Dieser Zeitraum ist sehr wichtig, da er den Opfern die Möglichkeit bietet, sich zu stabilisieren und sich von den Täter*innen und/oder traumatisierenden Erfahrungen des Menschenhandels zu erholen. Es bietet den Betroffenen von Menschenhandel auch die Möglichkeit, die besten Zukunftspläne für sich selbst in Erwägung zu ziehen. Sie können entscheiden, ob sie in ihr Heimatland oder einem anderen Aufnahmestaat (bspw. einen anderen EU Mitgliedstaat) zurückkehren oder in Deutschland bleiben wollen, um ein Strafverfahren gegen die/den Täter*in zu verfolgen oder der Polizei dabei zu helfen.
Die Bedenk- und Stabilisierungsfrist ermöglicht es den Betroffenen sich bei einer Rechts- oder Fachberatungsstelle über ihre/seine Möglichkeiten, Rechte und Pflichten beraten zu lassen. Maßgeblich für die Gewährung der Bedenk- und Stabilisierungsfrist ist die Identifizierung als Opfer von Menschenhandel sowie die Kontaktaufnahme zu einer spezialisierten Fachberatungsstelle oder einem/einer Rechtsanwalt/Rechtsanwältin. Ohne die Identifizierung kann das Recht des/der Betroffenen auf eine Bedenk- und Stabilisierung Frist nicht gewährleistet werden und die/der Betroffene kann abgeschoben werden, wenn er/sie keine weiteren Abschiebehindernisse gegenüber der Ausländerbehörde geltend machen kann. Diese Informationen sind in Schaubild 2 zusammengefasst.
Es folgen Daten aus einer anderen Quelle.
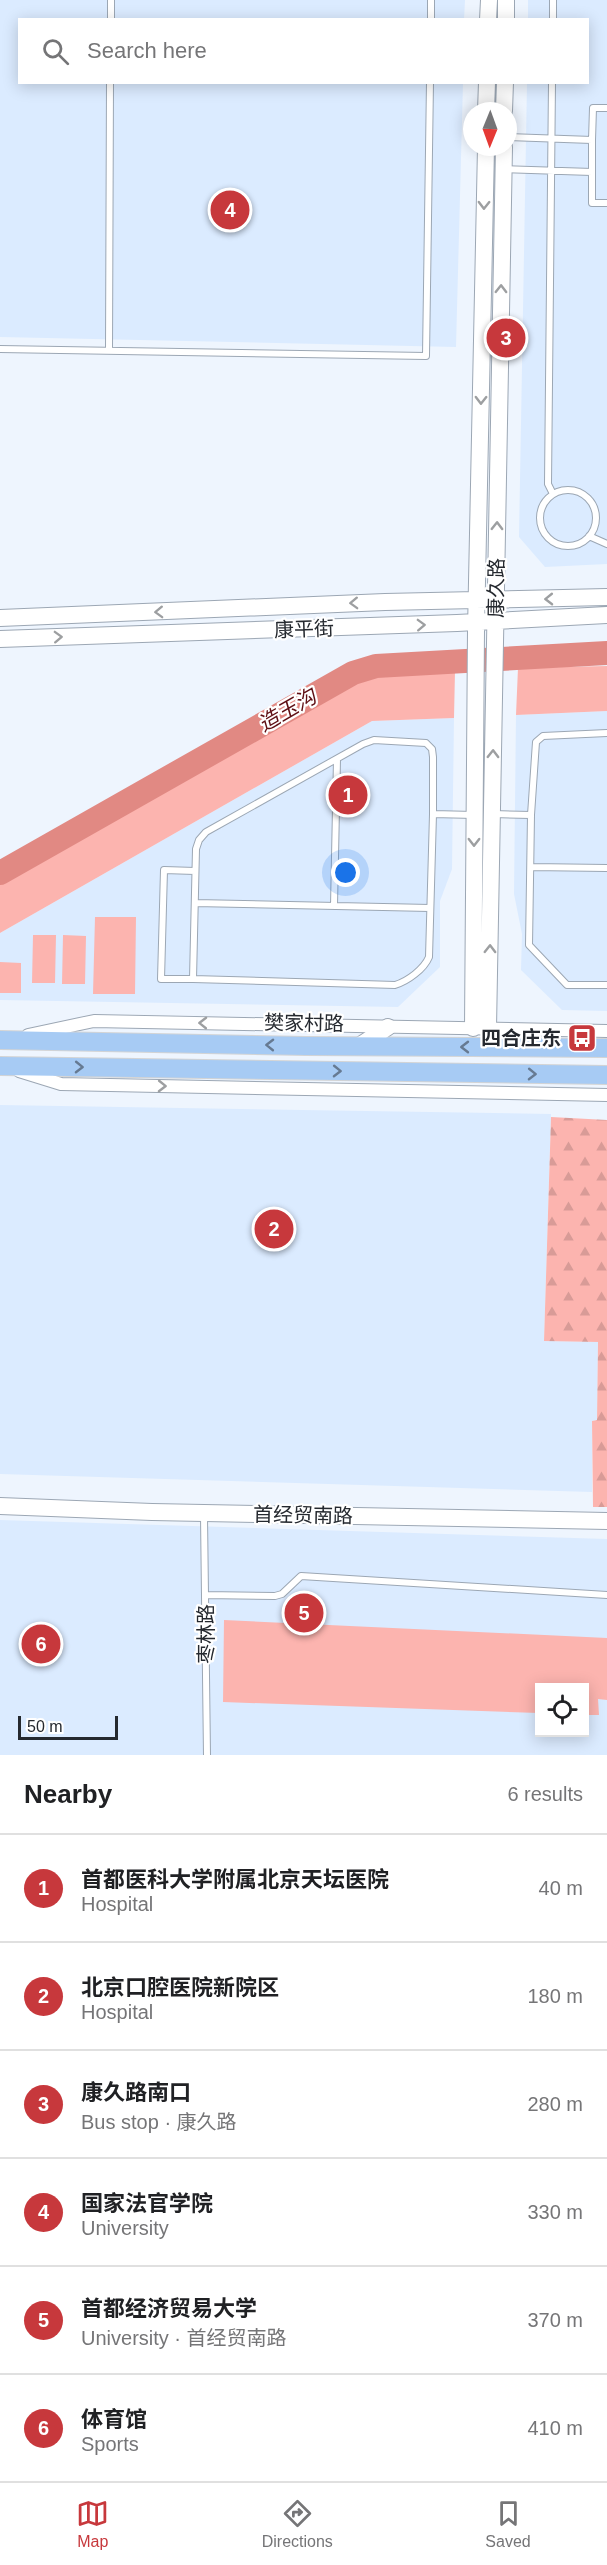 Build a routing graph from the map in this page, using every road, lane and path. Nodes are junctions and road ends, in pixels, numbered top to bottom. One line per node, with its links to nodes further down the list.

Daher ist es wichtig, dass Menschen, die mit Migrant*innen sowie anderen möglichen Betroffenen von Menschenhandel arbeiten, über die Rechte - insbesondere das Recht auf die Bedenk- und Stabilisierungsfrist - gut informiert sind. Unsere Empfehlung wäre, die übliche Bedenk- und Stabilisierungsfrist von drei auf sechs Monate zu erhöhen und die Weiterbildung von Menschen, die mit möglichen Betroffenen von Menschenhandel arbeiten, zu fördern.